-- WHAT IS BEING ASKED --
Retype the listing exactly as it stands, and keep every image out.

-- ENTRIES PROVIDED --
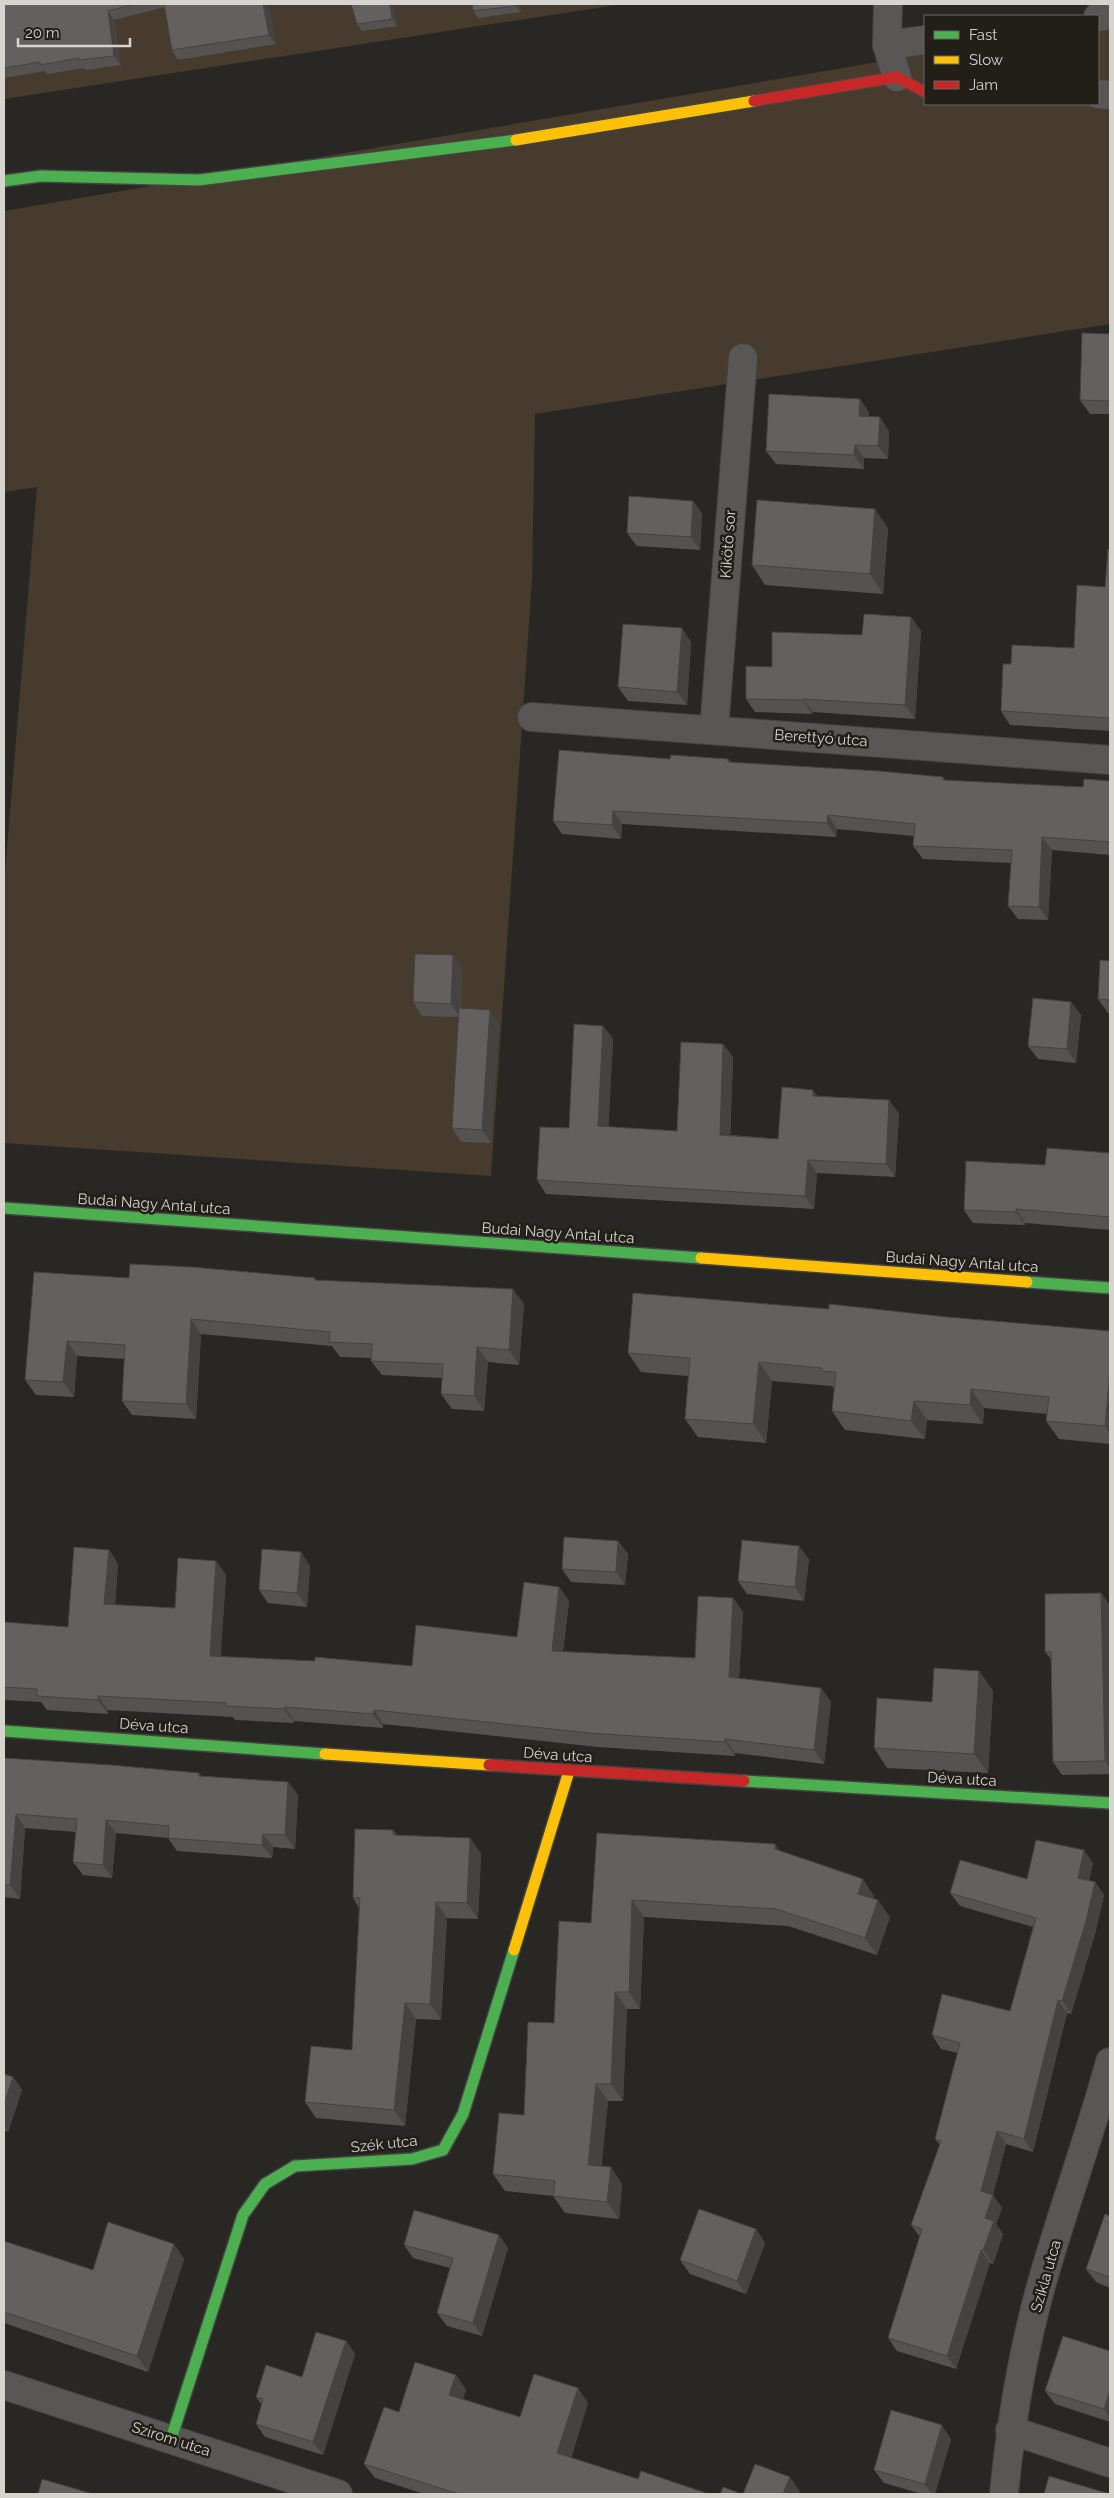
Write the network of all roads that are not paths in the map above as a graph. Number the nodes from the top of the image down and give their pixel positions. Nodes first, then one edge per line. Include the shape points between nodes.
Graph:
1 (888, 4) edge
2 (924, 40) edge
3 (887, 45) junction
4 (897, 78) junction
5 (924, 92) edge
6 (4, 181) edge
7 (743, 358) dead end
8 (532, 717) dead end
9 (714, 730) junction
10 (1110, 760) edge
11 (4, 1208) edge
12 (1110, 1288) edge
13 (4, 1731) edge
14 (569, 1771) junction
15 (1110, 1803) edge
16 (1110, 2062) edge
17 (1101, 2133) edge
18 (4, 2385) edge
19 (1010, 2430) junction
20 (171, 2439) junction
21 (1110, 2463) edge
22 (338, 2494) edge
23 (1004, 2494) edge

1 - 3 street
2 - 3 street
3 - 4 street
4 - 5 street
4 - 6 street via 551,135 199,180 41,176
7 - 9 street, Kikötő sor
8 - 9 street, Berettyó utca
9 - 10 street, Berettyó utca
11 - 12 street, Budai Nagy Antal utca
13 - 14 street, Déva utca
14 - 15 street, Déva utca
14 - 20 street, Szék utca via 463,2114 443,2150 412,2159 295,2166 265,2184 243,2216
16 - 17 street, Szikla utca
17 - 19 street, Szikla utca via 1043,2279
18 - 20 street, Szirom utca
19 - 21 street
19 - 23 street, Szikla utca
20 - 22 street, Szirom utca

-- ANSWER TO THIS EXERCISE --
Write the network of all roads that are not paths in the map above as a graph. Number the nodes from the top of the image down and give their pixel positions. Nodes first, then one edge per line. Include the shape points between nodes.
Graph:
1 (888, 4) edge
2 (924, 40) edge
3 (887, 45) junction
4 (897, 78) junction
5 (924, 92) edge
6 (4, 181) edge
7 (743, 358) dead end
8 (532, 717) dead end
9 (714, 730) junction
10 (1110, 760) edge
11 (4, 1208) edge
12 (1110, 1288) edge
13 (4, 1731) edge
14 (569, 1771) junction
15 (1110, 1803) edge
16 (1110, 2062) edge
17 (1101, 2133) edge
18 (4, 2385) edge
19 (1010, 2430) junction
20 (171, 2439) junction
21 (1110, 2463) edge
22 (338, 2494) edge
23 (1004, 2494) edge

1 - 3 street
2 - 3 street
3 - 4 street
4 - 5 street
4 - 6 street via 551,135 199,180 41,176
7 - 9 street, Kikötő sor
8 - 9 street, Berettyó utca
9 - 10 street, Berettyó utca
11 - 12 street, Budai Nagy Antal utca
13 - 14 street, Déva utca
14 - 15 street, Déva utca
14 - 20 street, Szék utca via 463,2114 443,2150 412,2159 295,2166 265,2184 243,2216
16 - 17 street, Szikla utca
17 - 19 street, Szikla utca via 1043,2279
18 - 20 street, Szirom utca
19 - 21 street
19 - 23 street, Szikla utca
20 - 22 street, Szirom utca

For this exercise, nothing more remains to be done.